When McCray and I did three walls in a day in Zion (aid and free), we were actually going to go for five that day. We were working in Las Vegas and that was our only day off in ten days, we left work at midnight and headed to Zion. We got three hours of sleep when we started and was just too tired to finish the last two easy routes we had planned, Touchstone and Space Shot. Wish we could have done it a bit differently and could have been more fresh. Oh well, time to get in shape and try again.

Allfrey! CONGRATS on all your latest adventures. Super badass!

Congrats to Tommy and Alex for climbing four walls, free in a day. Unbelievable!

Cheers!
Kristoffer

climber
Coronado, California
Mar 24, 2013 - 07:40pm PT
"Oh well, time to get in shape and try again."
Damn straight!
Largo

Sport climber
The Big Wide Open Face
Mar 24, 2013 - 09:30pm PT
The obvious next thing in speed and link ups is to do them on-sight. I did a couple walls that way, including the 2nd one day ascent of El Cap and it was a far more exciting game.

JL
hoipolloi

climber
A friends backyard with the neighbors wifi
Mar 24, 2013 - 11:02pm PT
Largo, I think most (except a small few) of Ammons speed records are on sight. Most (except one) of mine are too.


Is the speed record on Epinephrine really only 1 hour and 6 minutes? Seems like it must be less..I did it in 1h3m the other day and that was my first time on the route in several years.
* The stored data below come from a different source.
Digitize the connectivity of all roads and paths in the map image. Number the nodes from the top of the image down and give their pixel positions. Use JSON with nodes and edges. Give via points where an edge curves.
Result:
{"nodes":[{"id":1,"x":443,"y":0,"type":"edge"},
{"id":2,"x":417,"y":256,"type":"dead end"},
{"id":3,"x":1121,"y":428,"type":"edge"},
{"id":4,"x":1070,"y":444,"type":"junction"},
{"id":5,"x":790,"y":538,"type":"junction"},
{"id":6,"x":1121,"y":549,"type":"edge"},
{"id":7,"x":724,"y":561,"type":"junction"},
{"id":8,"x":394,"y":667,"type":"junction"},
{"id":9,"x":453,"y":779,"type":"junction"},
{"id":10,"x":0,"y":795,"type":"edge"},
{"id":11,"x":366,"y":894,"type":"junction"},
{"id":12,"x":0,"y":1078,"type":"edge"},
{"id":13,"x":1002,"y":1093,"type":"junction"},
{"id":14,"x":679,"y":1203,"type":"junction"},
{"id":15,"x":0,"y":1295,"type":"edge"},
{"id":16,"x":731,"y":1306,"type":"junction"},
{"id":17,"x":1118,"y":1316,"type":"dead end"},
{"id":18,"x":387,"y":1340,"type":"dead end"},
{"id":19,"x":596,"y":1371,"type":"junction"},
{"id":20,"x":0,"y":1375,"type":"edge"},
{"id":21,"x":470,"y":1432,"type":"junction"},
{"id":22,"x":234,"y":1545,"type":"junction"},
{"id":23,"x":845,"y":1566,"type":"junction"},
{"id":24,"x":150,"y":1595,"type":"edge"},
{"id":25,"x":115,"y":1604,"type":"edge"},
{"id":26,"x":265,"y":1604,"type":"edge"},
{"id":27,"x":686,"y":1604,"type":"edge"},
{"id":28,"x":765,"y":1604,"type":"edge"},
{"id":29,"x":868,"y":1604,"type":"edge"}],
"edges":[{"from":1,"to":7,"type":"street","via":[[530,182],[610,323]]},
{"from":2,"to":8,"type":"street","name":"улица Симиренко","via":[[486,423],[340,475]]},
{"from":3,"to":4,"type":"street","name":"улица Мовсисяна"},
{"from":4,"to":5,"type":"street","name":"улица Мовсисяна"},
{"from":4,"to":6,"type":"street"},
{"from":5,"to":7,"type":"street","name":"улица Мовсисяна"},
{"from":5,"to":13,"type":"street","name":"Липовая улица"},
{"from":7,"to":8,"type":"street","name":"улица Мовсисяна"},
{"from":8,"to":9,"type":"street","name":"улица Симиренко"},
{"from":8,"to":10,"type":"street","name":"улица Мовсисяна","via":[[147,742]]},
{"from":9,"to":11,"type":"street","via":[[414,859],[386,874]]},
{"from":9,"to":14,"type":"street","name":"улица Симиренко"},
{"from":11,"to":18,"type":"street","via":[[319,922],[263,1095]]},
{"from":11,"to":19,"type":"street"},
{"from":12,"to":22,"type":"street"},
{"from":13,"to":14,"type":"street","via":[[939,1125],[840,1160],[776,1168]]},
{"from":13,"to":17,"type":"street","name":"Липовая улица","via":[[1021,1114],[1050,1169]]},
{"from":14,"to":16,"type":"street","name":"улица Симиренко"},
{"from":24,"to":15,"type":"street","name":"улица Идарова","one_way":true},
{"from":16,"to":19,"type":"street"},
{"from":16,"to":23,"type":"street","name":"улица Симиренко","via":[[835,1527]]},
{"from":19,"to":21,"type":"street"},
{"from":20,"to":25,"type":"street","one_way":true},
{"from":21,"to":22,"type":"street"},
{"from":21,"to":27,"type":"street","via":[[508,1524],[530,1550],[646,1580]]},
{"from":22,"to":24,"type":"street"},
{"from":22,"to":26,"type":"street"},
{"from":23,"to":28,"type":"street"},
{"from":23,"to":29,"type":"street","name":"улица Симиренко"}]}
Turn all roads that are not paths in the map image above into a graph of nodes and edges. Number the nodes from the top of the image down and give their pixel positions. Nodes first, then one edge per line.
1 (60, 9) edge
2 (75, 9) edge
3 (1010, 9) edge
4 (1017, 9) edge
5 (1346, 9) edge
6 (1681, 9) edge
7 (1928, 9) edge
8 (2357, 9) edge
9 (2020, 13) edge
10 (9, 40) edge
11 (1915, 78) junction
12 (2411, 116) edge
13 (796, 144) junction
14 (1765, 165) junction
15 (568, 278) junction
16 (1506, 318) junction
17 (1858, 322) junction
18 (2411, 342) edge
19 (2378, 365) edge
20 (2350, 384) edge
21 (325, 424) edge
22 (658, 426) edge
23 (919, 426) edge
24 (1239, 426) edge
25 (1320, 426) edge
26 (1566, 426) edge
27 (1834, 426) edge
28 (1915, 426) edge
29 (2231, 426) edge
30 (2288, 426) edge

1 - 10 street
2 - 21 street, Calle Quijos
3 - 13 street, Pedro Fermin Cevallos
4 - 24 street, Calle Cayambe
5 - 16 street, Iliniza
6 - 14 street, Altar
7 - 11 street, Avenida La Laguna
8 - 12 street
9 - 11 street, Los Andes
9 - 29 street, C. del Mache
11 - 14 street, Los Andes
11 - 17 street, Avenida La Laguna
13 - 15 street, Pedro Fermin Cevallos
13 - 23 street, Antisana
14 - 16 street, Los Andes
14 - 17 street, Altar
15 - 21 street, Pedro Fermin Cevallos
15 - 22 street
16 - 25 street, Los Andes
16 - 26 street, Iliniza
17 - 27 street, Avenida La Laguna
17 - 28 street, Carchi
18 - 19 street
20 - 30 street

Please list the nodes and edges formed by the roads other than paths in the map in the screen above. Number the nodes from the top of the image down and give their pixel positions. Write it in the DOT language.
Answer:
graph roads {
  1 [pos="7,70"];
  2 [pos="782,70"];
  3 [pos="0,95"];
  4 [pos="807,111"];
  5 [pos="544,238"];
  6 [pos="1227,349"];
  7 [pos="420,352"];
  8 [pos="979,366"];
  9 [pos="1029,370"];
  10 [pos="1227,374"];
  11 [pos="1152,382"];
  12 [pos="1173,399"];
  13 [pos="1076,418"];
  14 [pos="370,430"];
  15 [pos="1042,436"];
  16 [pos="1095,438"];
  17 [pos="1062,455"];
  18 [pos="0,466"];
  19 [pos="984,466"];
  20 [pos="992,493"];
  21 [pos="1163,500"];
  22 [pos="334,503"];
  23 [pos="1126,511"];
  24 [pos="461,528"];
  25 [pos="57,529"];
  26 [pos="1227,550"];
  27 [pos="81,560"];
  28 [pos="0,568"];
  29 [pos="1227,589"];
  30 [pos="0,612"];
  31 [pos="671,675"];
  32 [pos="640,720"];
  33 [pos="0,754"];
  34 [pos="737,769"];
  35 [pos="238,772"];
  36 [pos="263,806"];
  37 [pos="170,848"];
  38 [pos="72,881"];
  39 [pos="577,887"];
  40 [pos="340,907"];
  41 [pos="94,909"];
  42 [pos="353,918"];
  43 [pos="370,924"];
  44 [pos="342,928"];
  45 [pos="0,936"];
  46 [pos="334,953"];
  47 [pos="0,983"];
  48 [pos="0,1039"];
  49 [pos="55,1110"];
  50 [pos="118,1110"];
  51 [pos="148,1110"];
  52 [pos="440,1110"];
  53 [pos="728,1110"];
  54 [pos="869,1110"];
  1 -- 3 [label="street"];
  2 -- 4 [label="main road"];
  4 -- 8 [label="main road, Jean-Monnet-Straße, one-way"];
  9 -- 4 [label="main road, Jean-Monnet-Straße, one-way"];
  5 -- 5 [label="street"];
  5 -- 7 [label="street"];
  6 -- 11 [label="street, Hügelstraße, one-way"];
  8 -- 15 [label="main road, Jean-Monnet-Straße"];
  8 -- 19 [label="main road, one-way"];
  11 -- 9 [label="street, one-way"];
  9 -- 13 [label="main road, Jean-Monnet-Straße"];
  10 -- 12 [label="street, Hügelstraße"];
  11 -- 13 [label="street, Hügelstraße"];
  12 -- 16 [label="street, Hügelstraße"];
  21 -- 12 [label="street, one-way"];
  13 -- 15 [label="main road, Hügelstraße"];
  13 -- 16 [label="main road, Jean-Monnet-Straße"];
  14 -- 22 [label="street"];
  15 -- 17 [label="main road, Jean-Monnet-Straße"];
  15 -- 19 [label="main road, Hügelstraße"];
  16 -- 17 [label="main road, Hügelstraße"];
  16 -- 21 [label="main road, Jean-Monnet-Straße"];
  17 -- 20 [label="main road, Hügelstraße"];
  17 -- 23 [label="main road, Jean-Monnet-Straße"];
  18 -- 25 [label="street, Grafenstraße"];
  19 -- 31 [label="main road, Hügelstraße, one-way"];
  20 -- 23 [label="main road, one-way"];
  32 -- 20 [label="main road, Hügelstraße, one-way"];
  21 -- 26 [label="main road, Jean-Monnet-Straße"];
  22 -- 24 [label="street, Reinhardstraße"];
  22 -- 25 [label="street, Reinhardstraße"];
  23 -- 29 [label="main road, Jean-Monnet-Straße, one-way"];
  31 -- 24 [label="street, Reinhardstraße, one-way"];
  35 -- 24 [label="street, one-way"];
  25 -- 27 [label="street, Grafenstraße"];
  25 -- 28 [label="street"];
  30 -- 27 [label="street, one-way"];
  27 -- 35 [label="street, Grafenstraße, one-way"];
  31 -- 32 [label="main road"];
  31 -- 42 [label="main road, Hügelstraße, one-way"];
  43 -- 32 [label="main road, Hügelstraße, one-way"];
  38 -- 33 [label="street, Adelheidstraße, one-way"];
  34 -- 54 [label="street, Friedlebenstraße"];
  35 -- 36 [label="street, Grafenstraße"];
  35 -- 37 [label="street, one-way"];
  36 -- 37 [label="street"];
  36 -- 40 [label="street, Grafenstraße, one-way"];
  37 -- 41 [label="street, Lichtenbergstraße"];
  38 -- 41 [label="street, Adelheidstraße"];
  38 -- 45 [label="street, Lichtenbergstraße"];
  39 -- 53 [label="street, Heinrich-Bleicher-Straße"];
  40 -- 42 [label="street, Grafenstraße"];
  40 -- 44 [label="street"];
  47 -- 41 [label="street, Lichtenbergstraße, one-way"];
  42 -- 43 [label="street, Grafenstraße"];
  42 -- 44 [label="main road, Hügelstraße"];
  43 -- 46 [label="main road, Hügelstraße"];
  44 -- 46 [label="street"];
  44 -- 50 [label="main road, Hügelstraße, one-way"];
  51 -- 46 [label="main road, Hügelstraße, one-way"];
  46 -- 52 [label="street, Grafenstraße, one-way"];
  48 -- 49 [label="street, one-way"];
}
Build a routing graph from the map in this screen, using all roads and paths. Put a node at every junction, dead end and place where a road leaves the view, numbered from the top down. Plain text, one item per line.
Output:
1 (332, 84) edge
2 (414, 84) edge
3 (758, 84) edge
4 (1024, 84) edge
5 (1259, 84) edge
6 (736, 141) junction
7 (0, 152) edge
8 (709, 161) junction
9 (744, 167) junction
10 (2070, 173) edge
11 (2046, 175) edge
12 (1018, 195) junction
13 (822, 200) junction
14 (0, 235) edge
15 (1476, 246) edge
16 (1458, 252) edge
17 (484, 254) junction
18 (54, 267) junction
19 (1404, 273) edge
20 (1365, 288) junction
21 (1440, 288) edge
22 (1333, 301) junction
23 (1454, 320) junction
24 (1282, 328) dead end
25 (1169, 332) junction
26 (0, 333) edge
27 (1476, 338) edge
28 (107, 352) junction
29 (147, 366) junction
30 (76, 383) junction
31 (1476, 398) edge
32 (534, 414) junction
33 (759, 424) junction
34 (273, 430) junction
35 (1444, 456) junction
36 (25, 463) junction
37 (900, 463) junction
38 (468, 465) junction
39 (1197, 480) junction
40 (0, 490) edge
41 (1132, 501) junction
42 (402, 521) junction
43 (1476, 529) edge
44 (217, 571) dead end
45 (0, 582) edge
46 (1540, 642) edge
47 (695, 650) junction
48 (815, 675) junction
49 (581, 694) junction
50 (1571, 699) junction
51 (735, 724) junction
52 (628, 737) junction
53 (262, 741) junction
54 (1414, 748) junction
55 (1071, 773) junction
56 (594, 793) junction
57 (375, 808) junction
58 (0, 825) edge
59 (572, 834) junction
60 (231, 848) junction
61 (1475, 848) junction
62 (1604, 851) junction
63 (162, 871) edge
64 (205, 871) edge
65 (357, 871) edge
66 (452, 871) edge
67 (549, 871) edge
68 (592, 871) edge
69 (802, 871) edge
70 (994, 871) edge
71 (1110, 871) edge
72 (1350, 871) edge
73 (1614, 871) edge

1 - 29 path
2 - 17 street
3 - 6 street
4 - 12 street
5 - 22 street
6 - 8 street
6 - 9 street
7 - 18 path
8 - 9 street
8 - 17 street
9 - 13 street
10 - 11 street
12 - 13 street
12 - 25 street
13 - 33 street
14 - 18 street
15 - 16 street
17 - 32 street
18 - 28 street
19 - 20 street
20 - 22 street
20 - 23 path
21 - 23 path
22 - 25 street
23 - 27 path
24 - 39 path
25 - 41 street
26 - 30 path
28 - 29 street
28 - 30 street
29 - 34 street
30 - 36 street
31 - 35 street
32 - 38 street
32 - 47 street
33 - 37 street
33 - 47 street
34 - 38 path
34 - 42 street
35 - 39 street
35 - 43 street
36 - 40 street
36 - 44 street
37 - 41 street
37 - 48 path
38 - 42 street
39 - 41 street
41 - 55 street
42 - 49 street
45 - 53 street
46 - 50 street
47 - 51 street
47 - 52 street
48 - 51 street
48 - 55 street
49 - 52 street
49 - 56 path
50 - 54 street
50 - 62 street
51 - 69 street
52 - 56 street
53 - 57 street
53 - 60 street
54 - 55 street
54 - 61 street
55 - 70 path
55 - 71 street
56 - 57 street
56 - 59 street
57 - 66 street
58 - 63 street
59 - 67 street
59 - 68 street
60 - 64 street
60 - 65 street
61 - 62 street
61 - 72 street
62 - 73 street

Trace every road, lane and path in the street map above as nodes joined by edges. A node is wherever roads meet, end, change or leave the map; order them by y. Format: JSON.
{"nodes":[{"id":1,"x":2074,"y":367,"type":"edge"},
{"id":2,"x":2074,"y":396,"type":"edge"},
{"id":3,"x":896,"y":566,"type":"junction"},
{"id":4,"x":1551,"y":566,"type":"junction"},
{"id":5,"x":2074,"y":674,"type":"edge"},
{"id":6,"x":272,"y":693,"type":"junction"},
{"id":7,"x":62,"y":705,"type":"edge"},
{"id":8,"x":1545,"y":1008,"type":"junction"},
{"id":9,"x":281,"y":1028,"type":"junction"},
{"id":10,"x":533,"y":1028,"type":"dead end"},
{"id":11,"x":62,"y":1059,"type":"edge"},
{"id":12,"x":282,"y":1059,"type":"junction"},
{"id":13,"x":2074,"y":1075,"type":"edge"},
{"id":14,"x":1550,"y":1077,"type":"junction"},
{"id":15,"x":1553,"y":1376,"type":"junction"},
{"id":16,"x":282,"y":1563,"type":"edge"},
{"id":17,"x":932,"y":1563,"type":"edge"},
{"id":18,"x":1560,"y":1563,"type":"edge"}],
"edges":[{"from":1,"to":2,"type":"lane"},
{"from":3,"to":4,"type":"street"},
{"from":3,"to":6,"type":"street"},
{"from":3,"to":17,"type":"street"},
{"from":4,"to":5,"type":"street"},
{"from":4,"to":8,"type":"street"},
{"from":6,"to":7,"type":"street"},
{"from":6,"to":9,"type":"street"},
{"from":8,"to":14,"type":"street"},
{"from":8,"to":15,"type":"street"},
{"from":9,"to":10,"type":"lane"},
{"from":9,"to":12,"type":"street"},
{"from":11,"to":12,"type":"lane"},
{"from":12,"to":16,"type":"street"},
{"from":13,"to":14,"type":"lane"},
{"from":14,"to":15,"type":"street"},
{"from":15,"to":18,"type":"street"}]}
I think the future if speed climbing and pushing is in the mountains. Yosemite is a training ground, learn the tricks to go fast, then learn to apply it to a different environment (different weather, route, conditions, anchors, etc). The mountains are the test. We did this on the east face of Fitz Roy this winter, it was awesome.
RyanD

climber
Squamish
Mar 24, 2013 - 11:32pm PT
Wow! Your 2 man time on moonlight is almost as quick as honnolds FS time, very impressive!
briham89

Big Wall climber
san jose, ca
Mar 25, 2013 - 09:00am PT
Wow great post thanks for bumping this
WBraun

climber
Mar 25, 2013 - 09:09am PT
ElCapPirate -- "but if you learn how to read the rock while you are climbing your ladders then you can have the proper piece in your hand ready to plug as you're standing up on your last rung."

Yep .... the intelligent use of peripheral vision is the root and key to speed climbing ......
GDavis

Social climber
SOL CAL
Mar 25, 2013 - 09:32am PT
Just do what Alex and Tommy do and free them... a lot faster? Need to do more pull-ups tho. For traneing.